I was almost certain that Barbara Eden would mention me in her just-published autobiography, “Jeannie Out of the Bottle.” I mean, I worked with the onetime star of “I Dream of Jeannie” for about 51⁄2 hours back in 2003 co-hosting the Cerebral Palsy Telethon here in the Capital Region. Imagine the hurt upon examining the index; she talks about Elvis, about Johnny Carson, Clint Eastwood, but nowhere my name.
Therefore, as payback, I will reveal that as a telethon co-host, Barbara was a dud. Not a bee-otch like Tom Bosley, but a genuine, certified dud. Now look, I know that, if you live in Southern California, the last place you want to be in January is upstate New York. But if so, don’t take the several-thousand-dollar fee and then play the stiff like Eden or Vicki Lawrence.
However, both of those ladies were real troopers compared with Bosley, who played Richie Cunningham’s kindly old man on “Happy Days.” The “Mister C” we got was anything but kindly during his co-hosting stint, a couple of years before Barbara Eden. He grunted at just about everybody, apparently unaware that “Happy Days” no longer was in first run and his stardom had faded.
My very first telethon co-host was an old-time TV star by the name of Jack Smith, who starred in a whole bunch of black-and-white shows such as “You Asked for It,” a weekly program that answered audience requests to see exciting items like the guy who hand-carved peach pits into artistic scenes. Jack was flirting with age 70 when we first hooked up on the CP show in 1983 but still sported a full head of hair that had been dyed a shade of orange not unlike the Syracuse football helmets. Anyway, the second year that we worked together, I had gained about 30 pounds during my winter hibernation. Jack thought my extra avoirdupois made for a wonderful on-air topic, and after he happily talked about my weight gain for a third time, we came off stage and I happily informed Jack that if he mentioned my girth one more time we would do a whole segment on that not-to-be-found-in-nature color of his hair. It worked real fine.
Most memorable co-host during my 31 years on the telethon? McLean Stevenson was that and more. Stevenson was banging-off-the-walls wacky. I mean, what you saw on “M.A.S.H.” was what you got in living color. And unlike Bosley or one of the others, Stevenson seemed to genuinely care about the Center for Disability Services on Manning Boulevard in Albany and the people there who benefited from the telethon. Credit him with starting the Super Bowl prize packages that raise a lot of cash each year.

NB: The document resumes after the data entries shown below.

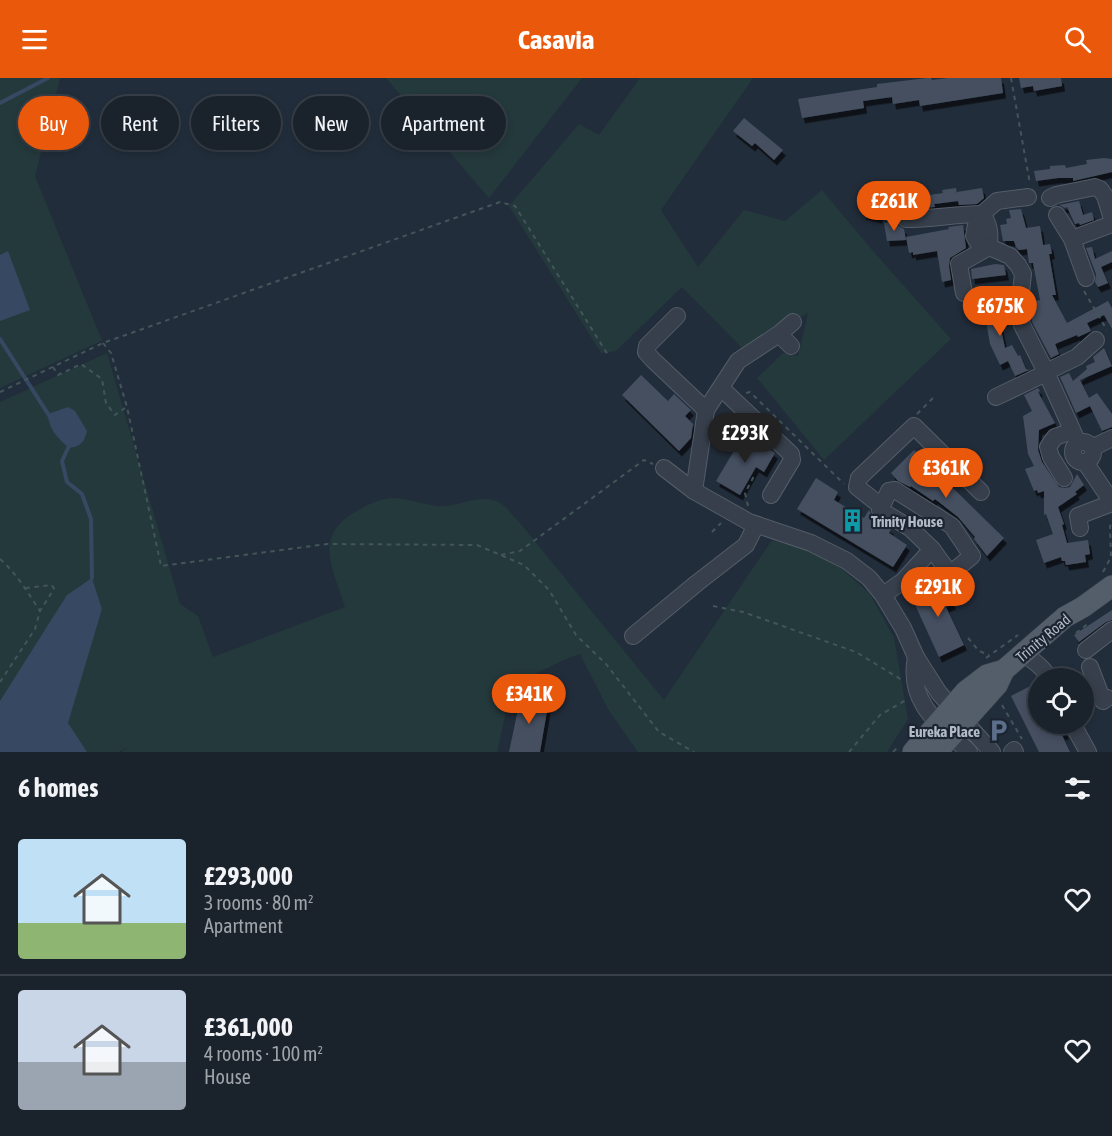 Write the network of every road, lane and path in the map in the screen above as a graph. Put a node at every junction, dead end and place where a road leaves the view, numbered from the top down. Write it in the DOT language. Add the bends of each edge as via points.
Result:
graph roads {
  1 [pos="1028,197"];
  2 [pos="1050,198"];
  3 [pos="982,214"];
  4 [pos="1057,215"];
  5 [pos="906,219"];
  6 [pos="1112,219"];
  7 [pos="1112,224"];
  8 [pos="1071,239"];
  9 [pos="989,247"];
  10 [pos="1086,278"];
  11 [pos="964,293"];
  12 [pos="677,316"];
  13 [pos="793,322"];
  14 [pos="1096,340"];
  15 [pos="103,343"];
  16 [pos="608,355"];
  17 [pos="54,367"];
  18 [pos="1046,373"];
  19 [pos="721,388"];
  20 [pos="0,392"];
  21 [pos="996,397"];
  22 [pos="127,407"];
  23 [pos="706,410"];
  24 [pos="1112,438"];
  25 [pos="1082,446"];
  26 [pos="812,453"];
  27 [pos="664,468"];
  28 [pos="828,468"];
  29 [pos="754,476"];
  30 [pos="1064,478"];
  31 [pos="694,491"];
  32 [pos="981,492"];
  33 [pos="771,495"];
  34 [pos="1112,502"];
  35 [pos="881,506"];
  36 [pos="751,523"];
  37 [pos="1112,524"];
  38 [pos="1080,528"];
  39 [pos="932,549"];
  40 [pos="501,555"];
  41 [pos="1111,557"];
  42 [pos="0,559"];
  43 [pos="1105,583"];
  44 [pos="26,588"];
  45 [pos="883,595"];
  46 [pos="713,606"];
  47 [pos="40,611"];
  48 [pos="1112,630"];
  49 [pos="1021,633"];
  50 [pos="633,636"];
  51 [pos="968,638"];
  52 [pos="1086,650"];
  53 [pos="1023,654"];
  54 [pos="981,662"];
  55 [pos="997,663"];
  56 [pos="1090,667"];
  57 [pos="1042,668"];
  58 [pos="906,681"];
  59 [pos="0,682"];
  60 [pos="909,698"];
  61 [pos="1107,698"];
  62 [pos="1001,703"];
  63 [pos="951,722"];
  64 [pos="1078,734"];
  65 [pos="1017,749"];
  66 [pos="694,752"];
  67 [pos="849,752"];
  68 [pos="913,752"];
  69 [pos="937,752"];
  70 [pos="969,752"];
  71 [pos="992,752"];
  72 [pos="1088,752"];
  1 -- 3 [label="street" via="997,201"];
  2 -- 6 [label="street" via="1103,188"];
  3 -- 5 [label="street"];
  3 -- 9 [label="street" via="988,222"];
  4 -- 8 [label="street"];
  7 -- 8 [label="street"];
  8 -- 10 [label="street"];
  9 -- 11 [label="street" via="959,264"];
  9 -- 18 [label="street" via="1010,256 1023,274 1019,309 1022,325"];
  12 -- 23 [label="street" via="647,346 646,352"];
  13 -- 19 [label="street" via="785,340 738,361"];
  14 -- 18 [label="street" via="1077,357"];
  15 -- 16 [label="path" via="500,202 515,206"];
  15 -- 17 [label="path"];
  15 -- 22 [label="path" via="111,353"];
  17 -- 20 [label="path"];
  17 -- 22 [label="path" via="58,375 81,364 102,379 106,403 115,415"];
  18 -- 21 [label="street"];
  18 -- 25 [label="street"];
  19 -- 23 [label="street"];
  19 -- 33 [label="street" via="790,454 792,460"];
  22 -- 40 [label="path" via="161,566 327,544 477,545"];
  23 -- 31 [label="street"];
  24 -- 25 [label="street"];
  25 -- 30 [label="street" via="1055,437 1048,447"];
  25 -- 34 [label="street"];
  26 -- 28 [label="path"];
  27 -- 31 [label="street"];
  27 -- 40 [label="path" via="644,460 520,552"];
  29 -- 36 [label="path" via="745,493"];
  31 -- 36 [label="street"];
  32 -- 35 [label="street" via="914,426 859,478 857,487"];
  34 -- 38 [label="street" via="1078,516"];
  35 -- 39 [label="street" via="880,510 910,528"];
  35 -- 39 [label="street" via="889,491 896,490 952,526 972,556 950,574"];
  36 -- 45 [label="street" via="811,543 847,561"];
  36 -- 50 [label="street" via="747,546"];
  37 -- 41 [label="path"];
  39 -- 45 [label="street" via="903,581"];
  40 -- 66 [label="path" via="524,565 549,590 576,635 606,664 659,732"];
  41 -- 43 [label="path"];
  42 -- 44 [label="path"];
  43 -- 53 [label="main road, Trinity Road" via="1109,590 1065,617"];
  44 -- 47 [label="path"];
  44 -- 47 [label="path" via="52,585 54,589"];
  45 -- 63 [label="street" via="916,657 918,695 925,710"];
  46 -- 58 [label="path" via="743,612 856,652"];
  47 -- 59 [label="path" via="35,629"];
  48 -- 52 [label="street"];
  49 -- 55 [label="path"];
  51 -- 55 [label="path"];
  53 -- 55 [label="main road, Trinity Road"];
  53 -- 57 [label="street"];
  54 -- 55 [label="path"];
  55 -- 63 [label="main road, Trinity Road" via="966,691"];
  56 -- 61 [label="street" via="1102,700"];
  60 -- 67 [label="path" via="880,716"];
  62 -- 65 [label="path"];
  63 -- 68 [label="main road, Trinity Road"];
  63 -- 69 [label="main road, Trinity Road"];
  63 -- 70 [label="street"];
  63 -- 71 [label="street"];
  64 -- 72 [label="street"];
}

Back then, Stevenson was “buds” with Sam Wyche, the coach of the Tampa Bay Bucs, who gave him two seats in the section reserved for NFL folks, and McLean also had some kind of promotional deal with USAir, producing a couple of airline tickets to complete the winning deal. One of those years when the Buffalo Bills crashed and burned, Stevenson called Gov. Mario Cuomo out of the blue and gets the governor to call Bills’ owner Ralph Wilson to come up with two more tickets for a second prize package. Made a lot of dough for a good cause!
There was a teeny bit of a problem with McLean Stevenson; like his character on “M.A.S.H.,” Lt. Col. Henry Blake, he had quite an eye for the ladies. Remember Betsy McCaughey-Ross, the ditzy lieutenant governor who wore thigh-high minis? The first time she made her appearance on the telethon, Stevenson seemed to be salivating, so I quickly slipped out of the frame just as he was telling McCaughey-Ross — and the audience — how they “don’t have any lieutenant governors like you in California.” Wonderful!
Never did see anything egregious happen with McLean and the other sex, but there was one husband, who will remain anonymous, who got dressed and drove to the telethon site to make sure that McLean behaved himself around this guy’s wife. Stevenson was pretty much harmless with an active imagination.
Absolute best co-host? The late John Ritter, for sure. Unlike the rest of these characters, Ritter’s star was again rising when he came to Albany in 2001 for just that one telethon. At the time, he was on Broadway with Henry Winkler in a Neil Simon play and was about to score a hit sitcom with ABC, but Ritter was a real person. The Center for Disability Services offered to send a private jet, if they could scare one up, to pick up Ritter, his wife Amy and their very young daughter. He refused the offer, instead schlepping to Penn Station at 7:30 on Sunday morning for the train trip to Albany. And when he got to the telethon, Ritter offered to do whatever we asked him to do to light up the lights. John Ritter had reason for empathy; his brother, Tom, a successful Los Angeles attorney, was born with cerebral palsy.
Oh, getting back to Barbara Eden’s autobiograpy. She spends a big chunk of the 262 pages listing all the guys who tried to get her to break her marriage vows over the years. Imagine that, in Hollywood? Save the $25. Better yet, donate it to the Center for Disability Services.